Dataset entries

== == ==

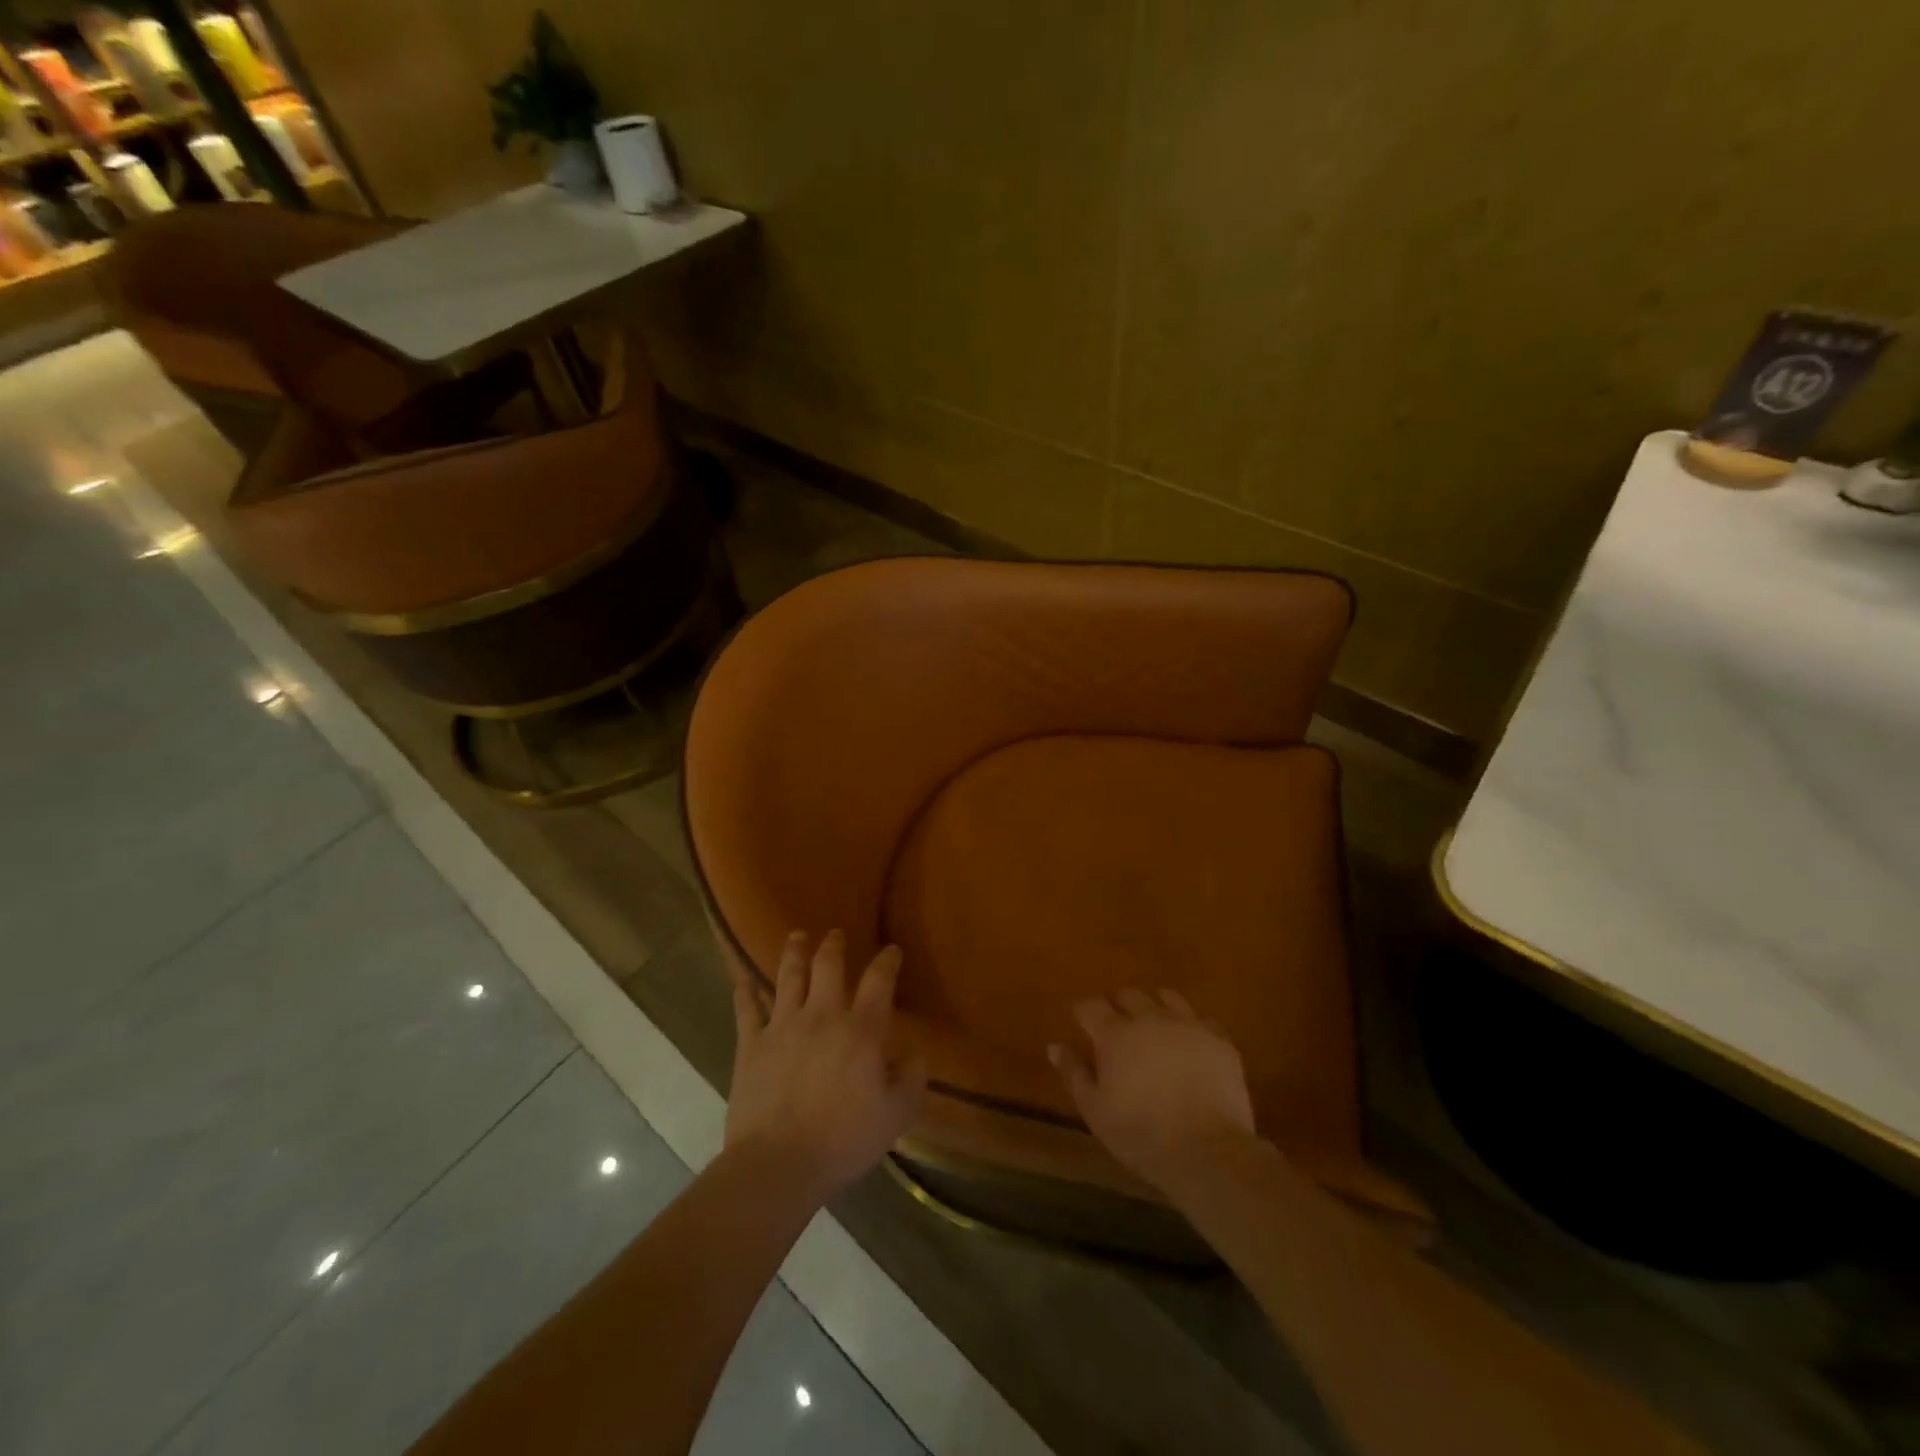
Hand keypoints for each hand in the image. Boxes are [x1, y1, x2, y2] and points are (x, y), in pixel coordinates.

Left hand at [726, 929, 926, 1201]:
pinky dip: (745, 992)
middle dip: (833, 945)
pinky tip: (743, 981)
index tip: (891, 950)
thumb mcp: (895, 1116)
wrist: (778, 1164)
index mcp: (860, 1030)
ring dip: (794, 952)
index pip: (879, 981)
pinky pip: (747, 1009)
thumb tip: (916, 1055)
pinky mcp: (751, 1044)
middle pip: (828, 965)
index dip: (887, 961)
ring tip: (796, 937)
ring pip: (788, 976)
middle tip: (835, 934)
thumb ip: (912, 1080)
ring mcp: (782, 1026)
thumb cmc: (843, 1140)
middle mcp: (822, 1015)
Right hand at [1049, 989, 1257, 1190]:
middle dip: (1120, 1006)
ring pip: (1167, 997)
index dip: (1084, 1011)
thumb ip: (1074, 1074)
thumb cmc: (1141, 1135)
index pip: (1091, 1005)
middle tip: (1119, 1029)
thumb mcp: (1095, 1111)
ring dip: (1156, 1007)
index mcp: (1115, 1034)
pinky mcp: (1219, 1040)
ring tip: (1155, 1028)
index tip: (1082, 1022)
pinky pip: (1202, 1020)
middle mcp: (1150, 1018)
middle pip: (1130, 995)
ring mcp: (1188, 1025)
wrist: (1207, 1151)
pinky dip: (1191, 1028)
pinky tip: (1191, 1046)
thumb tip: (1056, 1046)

== == ==

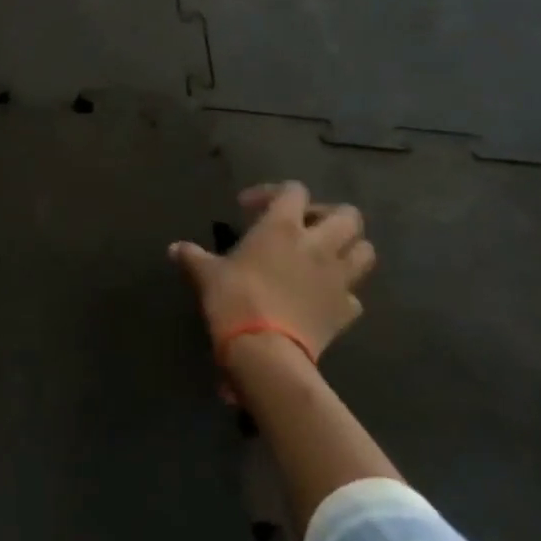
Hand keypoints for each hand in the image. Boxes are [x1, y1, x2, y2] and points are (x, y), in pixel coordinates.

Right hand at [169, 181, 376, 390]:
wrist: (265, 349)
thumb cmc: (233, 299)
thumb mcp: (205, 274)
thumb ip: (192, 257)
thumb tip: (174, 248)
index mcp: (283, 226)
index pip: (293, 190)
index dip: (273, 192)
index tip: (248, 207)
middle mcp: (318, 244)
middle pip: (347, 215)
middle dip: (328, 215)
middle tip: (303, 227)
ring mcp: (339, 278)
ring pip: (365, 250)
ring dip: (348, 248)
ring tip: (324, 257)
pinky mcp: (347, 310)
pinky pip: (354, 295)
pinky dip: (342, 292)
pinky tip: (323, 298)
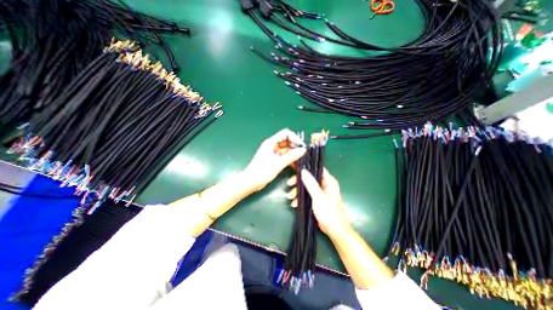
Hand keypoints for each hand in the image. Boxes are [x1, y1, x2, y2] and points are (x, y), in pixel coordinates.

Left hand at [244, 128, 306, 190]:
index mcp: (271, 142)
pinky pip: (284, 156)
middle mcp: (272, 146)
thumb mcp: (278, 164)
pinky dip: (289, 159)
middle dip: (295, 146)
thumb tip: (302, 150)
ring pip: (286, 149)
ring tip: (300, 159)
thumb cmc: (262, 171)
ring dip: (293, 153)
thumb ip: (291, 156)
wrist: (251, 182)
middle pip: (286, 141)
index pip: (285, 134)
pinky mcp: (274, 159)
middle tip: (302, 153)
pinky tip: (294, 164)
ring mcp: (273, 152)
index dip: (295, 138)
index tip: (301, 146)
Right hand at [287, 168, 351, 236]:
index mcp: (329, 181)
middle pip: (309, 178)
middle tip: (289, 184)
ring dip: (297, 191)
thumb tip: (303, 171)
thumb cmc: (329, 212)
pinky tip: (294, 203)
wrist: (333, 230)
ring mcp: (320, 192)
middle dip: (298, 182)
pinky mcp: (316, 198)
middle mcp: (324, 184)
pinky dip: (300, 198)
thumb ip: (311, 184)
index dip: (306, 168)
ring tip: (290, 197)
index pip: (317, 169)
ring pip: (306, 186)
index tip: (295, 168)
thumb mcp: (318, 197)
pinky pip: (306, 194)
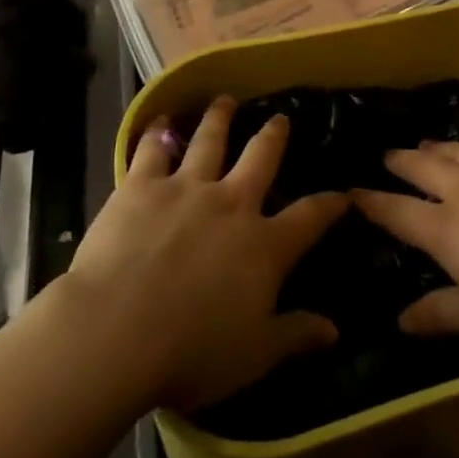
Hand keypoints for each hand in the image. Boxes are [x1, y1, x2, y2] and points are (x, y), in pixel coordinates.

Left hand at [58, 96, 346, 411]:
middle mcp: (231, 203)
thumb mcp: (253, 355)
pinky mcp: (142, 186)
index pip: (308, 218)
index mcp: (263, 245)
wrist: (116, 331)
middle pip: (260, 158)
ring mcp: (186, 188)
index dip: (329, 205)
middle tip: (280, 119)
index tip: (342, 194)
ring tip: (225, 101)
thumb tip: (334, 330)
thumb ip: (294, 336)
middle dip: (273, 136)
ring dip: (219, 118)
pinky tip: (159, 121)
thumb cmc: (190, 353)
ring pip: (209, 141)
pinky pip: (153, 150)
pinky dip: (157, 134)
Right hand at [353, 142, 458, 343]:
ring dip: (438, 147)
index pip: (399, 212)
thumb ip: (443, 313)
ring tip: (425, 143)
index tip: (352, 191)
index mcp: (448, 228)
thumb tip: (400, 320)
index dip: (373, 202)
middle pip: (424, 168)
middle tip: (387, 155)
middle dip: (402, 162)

== == ==

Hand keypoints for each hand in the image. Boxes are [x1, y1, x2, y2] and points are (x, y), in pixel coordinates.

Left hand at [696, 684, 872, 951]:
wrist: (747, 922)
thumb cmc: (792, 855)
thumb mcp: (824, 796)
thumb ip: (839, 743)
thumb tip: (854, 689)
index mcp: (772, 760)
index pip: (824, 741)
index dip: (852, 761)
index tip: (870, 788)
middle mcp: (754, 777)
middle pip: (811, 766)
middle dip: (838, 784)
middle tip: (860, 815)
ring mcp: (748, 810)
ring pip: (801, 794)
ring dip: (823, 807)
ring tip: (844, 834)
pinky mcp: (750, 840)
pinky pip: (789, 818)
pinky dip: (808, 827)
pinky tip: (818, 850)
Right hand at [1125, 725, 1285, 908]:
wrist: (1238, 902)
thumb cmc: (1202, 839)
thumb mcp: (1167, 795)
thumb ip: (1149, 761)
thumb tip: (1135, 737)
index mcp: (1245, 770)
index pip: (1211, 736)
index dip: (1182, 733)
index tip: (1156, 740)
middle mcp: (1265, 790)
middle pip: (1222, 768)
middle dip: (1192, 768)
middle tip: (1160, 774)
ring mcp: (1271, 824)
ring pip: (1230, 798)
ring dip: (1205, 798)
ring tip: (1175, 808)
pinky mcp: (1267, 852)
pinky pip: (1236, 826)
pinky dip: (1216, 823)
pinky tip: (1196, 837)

== == ==

YOUR ASSIGNMENT — Find and copy every line in the entries above where the string "Left" occurs.

ANSWER SECTION —
Left hand at [726, 929, 926, 1201]:
Left hand at [244, 128, 306, 190]:
Left hand at [58, 96, 346, 411]:
Left hand at [696, 684, 872, 951]:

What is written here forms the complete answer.